» Exercise requirements
Which lines below contain the word "Mena"? Copy each one.

[[ Provided information, beginning ]]

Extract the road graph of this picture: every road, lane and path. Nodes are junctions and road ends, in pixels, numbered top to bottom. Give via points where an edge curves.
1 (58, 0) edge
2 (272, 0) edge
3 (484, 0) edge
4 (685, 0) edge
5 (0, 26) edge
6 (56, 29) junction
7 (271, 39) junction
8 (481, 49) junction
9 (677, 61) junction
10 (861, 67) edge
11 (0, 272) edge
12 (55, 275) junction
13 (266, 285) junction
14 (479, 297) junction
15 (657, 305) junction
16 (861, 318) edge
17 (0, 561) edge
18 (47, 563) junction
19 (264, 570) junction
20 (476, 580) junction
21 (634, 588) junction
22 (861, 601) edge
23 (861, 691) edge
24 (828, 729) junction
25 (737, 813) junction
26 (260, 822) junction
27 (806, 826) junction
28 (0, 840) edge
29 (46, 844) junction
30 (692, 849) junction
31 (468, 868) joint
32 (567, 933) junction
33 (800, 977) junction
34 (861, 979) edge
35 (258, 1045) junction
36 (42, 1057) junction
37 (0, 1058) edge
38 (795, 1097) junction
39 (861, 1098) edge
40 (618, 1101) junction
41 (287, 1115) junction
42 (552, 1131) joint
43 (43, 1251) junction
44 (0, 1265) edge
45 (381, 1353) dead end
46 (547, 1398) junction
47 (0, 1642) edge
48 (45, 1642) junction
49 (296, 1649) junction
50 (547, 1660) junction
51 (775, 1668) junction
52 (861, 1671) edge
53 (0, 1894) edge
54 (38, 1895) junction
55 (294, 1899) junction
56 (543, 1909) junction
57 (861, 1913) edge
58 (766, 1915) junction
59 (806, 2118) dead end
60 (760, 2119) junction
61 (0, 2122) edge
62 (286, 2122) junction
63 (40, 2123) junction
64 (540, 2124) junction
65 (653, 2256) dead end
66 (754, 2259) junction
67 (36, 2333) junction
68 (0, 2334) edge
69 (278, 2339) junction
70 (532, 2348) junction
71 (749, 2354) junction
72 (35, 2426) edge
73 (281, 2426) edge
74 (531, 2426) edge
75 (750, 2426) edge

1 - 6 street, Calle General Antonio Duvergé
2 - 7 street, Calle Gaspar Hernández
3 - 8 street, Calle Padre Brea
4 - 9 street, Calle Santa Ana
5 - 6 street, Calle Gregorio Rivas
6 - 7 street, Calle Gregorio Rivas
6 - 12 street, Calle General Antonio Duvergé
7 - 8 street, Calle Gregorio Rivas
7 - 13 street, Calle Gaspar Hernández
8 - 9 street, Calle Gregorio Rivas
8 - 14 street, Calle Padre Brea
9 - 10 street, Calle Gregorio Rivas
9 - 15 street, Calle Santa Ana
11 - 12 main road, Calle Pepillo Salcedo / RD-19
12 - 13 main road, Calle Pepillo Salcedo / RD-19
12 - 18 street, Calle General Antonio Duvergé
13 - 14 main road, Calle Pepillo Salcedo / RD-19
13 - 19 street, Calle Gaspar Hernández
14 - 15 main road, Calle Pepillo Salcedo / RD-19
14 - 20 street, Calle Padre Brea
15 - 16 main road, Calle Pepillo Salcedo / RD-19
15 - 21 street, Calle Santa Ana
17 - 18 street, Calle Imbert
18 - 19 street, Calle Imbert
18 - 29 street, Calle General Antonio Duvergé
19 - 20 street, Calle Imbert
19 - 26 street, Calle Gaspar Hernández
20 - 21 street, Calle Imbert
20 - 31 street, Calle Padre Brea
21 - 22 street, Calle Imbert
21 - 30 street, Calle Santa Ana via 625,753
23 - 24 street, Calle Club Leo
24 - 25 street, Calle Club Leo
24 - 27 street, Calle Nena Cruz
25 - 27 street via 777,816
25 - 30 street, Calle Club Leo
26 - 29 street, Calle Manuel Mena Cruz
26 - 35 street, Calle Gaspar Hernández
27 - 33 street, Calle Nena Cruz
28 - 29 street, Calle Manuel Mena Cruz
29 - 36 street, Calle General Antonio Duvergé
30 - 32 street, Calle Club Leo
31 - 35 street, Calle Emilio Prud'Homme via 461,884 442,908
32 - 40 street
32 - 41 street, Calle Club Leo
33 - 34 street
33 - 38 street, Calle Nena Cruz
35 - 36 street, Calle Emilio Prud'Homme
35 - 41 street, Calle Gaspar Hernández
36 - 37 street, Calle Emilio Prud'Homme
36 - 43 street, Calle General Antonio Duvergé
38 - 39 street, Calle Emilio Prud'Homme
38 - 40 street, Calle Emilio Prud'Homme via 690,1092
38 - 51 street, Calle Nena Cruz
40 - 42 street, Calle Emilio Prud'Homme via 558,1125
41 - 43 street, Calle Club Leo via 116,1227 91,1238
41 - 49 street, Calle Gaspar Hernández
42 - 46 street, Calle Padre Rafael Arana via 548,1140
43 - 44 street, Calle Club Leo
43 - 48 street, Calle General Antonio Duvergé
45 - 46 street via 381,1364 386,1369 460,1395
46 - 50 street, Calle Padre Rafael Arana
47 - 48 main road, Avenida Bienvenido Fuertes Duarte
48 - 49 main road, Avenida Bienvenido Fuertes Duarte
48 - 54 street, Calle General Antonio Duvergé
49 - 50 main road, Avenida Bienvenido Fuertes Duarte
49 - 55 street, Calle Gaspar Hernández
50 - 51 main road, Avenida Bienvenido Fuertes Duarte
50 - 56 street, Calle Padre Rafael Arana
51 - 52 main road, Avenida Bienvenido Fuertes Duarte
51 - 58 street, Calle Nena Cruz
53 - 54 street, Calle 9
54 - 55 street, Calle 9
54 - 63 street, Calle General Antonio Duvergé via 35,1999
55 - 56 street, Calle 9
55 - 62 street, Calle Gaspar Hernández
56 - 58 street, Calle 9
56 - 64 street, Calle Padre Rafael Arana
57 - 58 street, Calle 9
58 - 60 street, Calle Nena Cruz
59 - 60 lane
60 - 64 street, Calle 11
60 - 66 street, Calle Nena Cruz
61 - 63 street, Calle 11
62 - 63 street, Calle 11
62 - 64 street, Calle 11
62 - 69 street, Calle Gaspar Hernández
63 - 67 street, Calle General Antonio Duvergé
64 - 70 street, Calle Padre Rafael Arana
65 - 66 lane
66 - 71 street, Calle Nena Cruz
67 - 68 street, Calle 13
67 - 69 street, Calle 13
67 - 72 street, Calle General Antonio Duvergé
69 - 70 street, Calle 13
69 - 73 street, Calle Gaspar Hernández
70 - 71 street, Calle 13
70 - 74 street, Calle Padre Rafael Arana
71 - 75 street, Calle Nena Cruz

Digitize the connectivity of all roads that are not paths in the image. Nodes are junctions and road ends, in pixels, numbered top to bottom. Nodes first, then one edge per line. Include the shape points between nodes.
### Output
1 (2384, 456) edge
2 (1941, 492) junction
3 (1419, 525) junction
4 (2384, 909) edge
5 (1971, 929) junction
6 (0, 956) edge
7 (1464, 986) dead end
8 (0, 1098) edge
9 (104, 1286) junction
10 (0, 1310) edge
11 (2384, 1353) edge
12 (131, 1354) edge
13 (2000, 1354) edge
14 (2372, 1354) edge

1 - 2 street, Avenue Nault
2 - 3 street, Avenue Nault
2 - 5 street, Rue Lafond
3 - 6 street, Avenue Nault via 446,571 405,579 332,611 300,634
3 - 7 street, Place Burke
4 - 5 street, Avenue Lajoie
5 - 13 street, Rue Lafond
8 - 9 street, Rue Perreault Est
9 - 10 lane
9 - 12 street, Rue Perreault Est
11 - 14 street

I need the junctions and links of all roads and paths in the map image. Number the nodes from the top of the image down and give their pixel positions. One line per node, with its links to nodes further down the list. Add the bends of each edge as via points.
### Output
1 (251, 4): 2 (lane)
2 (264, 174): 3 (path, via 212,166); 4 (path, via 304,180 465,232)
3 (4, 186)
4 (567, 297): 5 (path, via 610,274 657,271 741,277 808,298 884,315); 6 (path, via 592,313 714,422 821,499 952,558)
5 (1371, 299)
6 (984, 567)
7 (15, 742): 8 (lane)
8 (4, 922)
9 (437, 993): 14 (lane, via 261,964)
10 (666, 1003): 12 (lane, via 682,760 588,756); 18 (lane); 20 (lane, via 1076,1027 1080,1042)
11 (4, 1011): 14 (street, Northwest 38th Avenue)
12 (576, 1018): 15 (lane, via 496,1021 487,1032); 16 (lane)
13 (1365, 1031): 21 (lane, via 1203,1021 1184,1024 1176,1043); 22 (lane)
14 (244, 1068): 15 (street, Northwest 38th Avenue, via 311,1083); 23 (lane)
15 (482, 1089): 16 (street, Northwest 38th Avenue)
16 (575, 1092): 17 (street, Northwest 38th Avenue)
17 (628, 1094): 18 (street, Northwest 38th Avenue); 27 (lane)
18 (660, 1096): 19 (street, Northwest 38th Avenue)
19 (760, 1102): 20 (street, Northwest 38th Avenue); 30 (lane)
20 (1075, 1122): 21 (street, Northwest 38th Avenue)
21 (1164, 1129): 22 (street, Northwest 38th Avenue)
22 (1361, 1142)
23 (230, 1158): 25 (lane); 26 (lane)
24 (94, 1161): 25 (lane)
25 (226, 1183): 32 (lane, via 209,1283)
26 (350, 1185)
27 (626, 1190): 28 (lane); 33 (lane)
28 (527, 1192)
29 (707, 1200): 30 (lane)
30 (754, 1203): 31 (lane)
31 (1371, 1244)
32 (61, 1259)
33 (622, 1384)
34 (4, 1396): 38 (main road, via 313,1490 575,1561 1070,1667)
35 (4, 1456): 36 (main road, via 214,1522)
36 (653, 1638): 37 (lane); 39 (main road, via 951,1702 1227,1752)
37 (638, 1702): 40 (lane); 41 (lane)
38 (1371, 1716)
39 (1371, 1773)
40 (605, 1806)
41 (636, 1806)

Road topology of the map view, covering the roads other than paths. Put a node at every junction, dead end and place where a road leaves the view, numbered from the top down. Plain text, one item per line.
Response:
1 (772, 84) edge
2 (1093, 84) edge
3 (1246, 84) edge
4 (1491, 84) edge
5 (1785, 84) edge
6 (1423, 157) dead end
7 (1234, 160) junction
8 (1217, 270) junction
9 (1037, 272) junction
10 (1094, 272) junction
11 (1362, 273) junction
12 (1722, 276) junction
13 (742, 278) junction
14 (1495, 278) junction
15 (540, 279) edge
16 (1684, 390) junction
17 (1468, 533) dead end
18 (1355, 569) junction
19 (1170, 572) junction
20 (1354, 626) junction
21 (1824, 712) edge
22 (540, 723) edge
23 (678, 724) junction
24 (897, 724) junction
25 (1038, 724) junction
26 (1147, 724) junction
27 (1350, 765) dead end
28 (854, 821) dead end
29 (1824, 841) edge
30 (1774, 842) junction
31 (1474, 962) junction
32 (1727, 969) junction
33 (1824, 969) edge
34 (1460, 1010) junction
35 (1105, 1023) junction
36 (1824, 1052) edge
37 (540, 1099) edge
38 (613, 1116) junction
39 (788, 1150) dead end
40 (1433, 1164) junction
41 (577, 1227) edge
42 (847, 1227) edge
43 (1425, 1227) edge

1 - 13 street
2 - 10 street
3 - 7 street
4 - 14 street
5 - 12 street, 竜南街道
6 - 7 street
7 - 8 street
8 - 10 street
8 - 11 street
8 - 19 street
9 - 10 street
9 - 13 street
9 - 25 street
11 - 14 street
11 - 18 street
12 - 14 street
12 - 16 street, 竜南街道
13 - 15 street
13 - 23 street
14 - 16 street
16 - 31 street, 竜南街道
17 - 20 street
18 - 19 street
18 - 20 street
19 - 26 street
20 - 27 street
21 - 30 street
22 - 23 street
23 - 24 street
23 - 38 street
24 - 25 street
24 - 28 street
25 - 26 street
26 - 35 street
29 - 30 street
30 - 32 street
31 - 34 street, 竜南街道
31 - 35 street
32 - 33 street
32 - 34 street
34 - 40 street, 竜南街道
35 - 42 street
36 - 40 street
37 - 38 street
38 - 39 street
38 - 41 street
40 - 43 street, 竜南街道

[[ Provided information, end ]]

» Task output
26 - 29 street, Calle Manuel Mena Cruz
28 - 29 street, Calle Manuel Mena Cruz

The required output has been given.